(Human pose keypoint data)

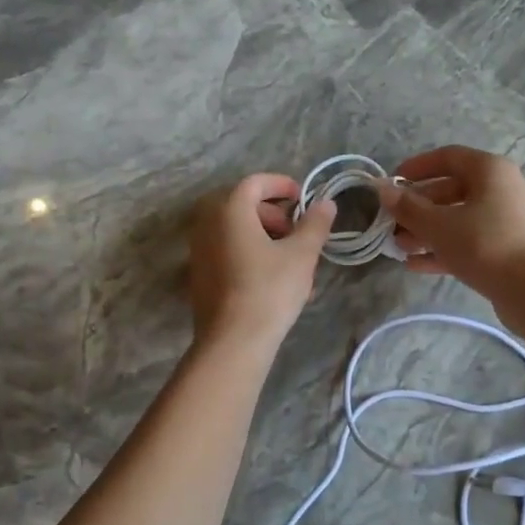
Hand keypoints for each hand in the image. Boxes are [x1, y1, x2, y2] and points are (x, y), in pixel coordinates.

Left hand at [189, 173, 336, 351]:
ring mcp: (199, 251)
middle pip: (242, 205)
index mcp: (229, 210)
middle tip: (296, 231)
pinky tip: (274, 279)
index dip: (280, 184)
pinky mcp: (199, 276)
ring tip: (291, 259)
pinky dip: (250, 253)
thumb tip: (326, 203)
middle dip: (273, 213)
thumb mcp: (302, 254)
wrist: (233, 341)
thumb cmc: (269, 289)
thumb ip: (315, 224)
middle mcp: (207, 224)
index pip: (254, 183)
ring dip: (263, 235)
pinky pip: (227, 251)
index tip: (301, 197)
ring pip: (235, 230)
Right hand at [377, 146, 524, 298]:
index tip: (392, 182)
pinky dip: (446, 248)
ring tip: (401, 247)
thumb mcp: (437, 225)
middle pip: (452, 190)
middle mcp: (503, 188)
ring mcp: (509, 219)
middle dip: (419, 207)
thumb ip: (408, 207)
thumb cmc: (482, 244)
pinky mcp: (509, 247)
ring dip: (429, 231)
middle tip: (393, 223)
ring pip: (460, 218)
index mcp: (490, 170)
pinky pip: (471, 240)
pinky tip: (417, 265)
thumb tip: (383, 190)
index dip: (417, 167)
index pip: (448, 157)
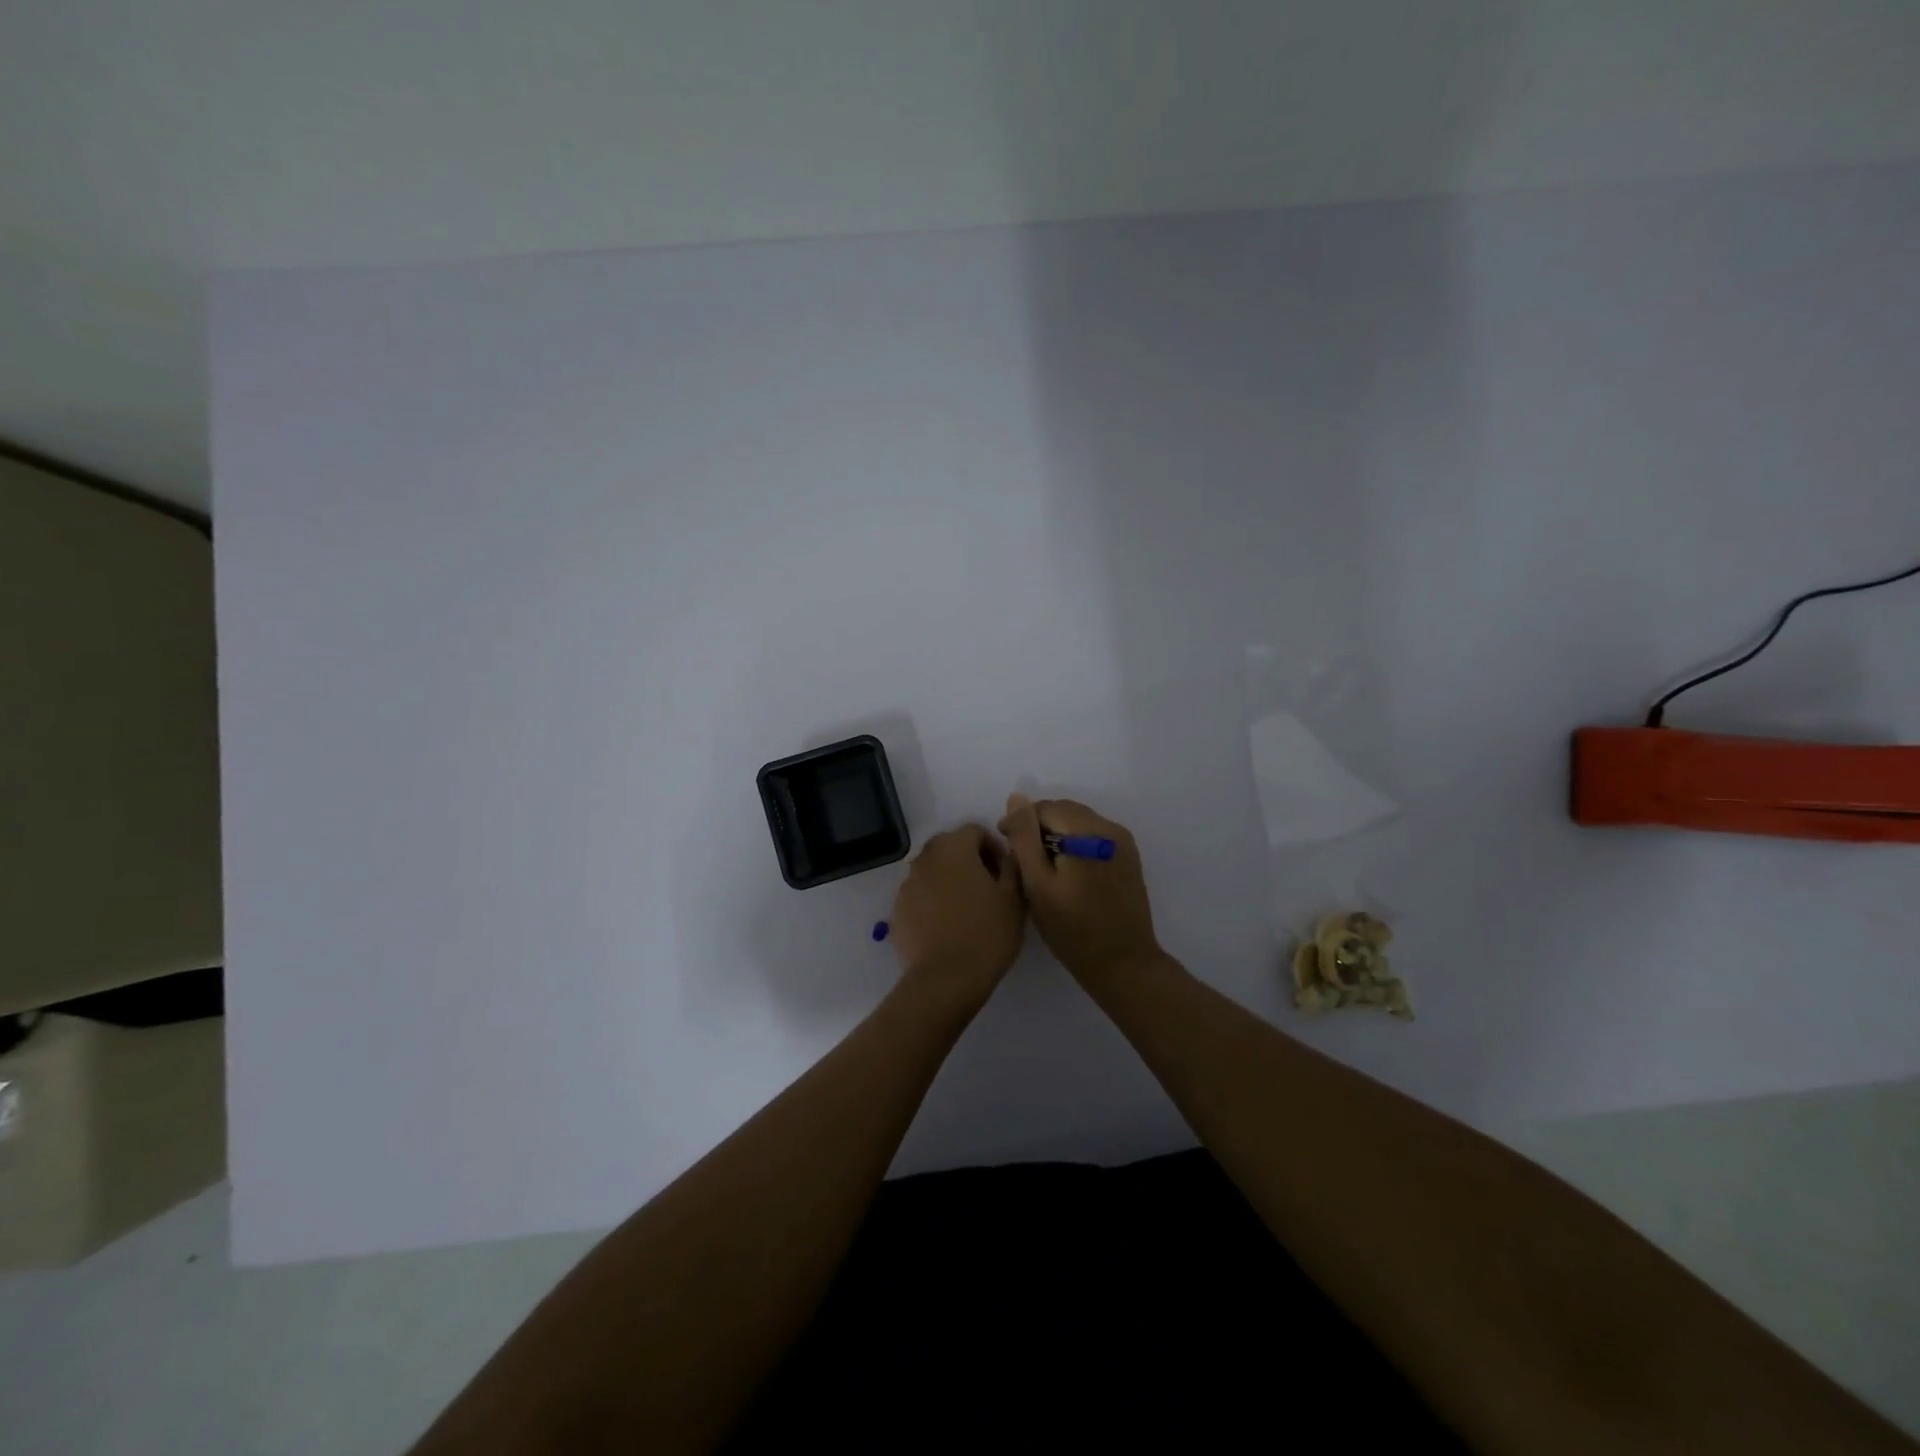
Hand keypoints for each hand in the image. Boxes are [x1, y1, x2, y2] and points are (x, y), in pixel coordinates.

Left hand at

▶ [How to complete this task]: Output exactly the lines from the one containing "pinky pip: (227, 251)" through the last line of the records above, both included, and leave out the pictures.

▶ [Result below]:
pinky pip: (227, 251)
index tip: (301, 197)
ring pip: (235, 230)
Right hand at [377, 146, 524, 298]:
index tip: (392, 182)
pinky dip: (446, 248)
ring tip: (401, 247)
thumb mcp: (437, 225)
middle pip: (452, 190)
middle mcp: (503, 188)
ring mcp: (509, 219)
middle dip: (419, 207)
thumb ip: (408, 207)
thumb cmc: (482, 244)
pinky mcp: (509, 247)
ring dip: (429, 231)
middle tip: (393, 223)
ring pip: (460, 218)
index mcp: (490, 170)
pinky pip: (471, 240)
pinky tip: (417, 265)
thumb tip: (383, 190)
index dip: (417, 167)
index pip: (448, 157)
Hand keypoints for each hand in the image. Boxes are [x1, y1, x2, y2] and points are (x, y), in pixel coordinates.

Left hand at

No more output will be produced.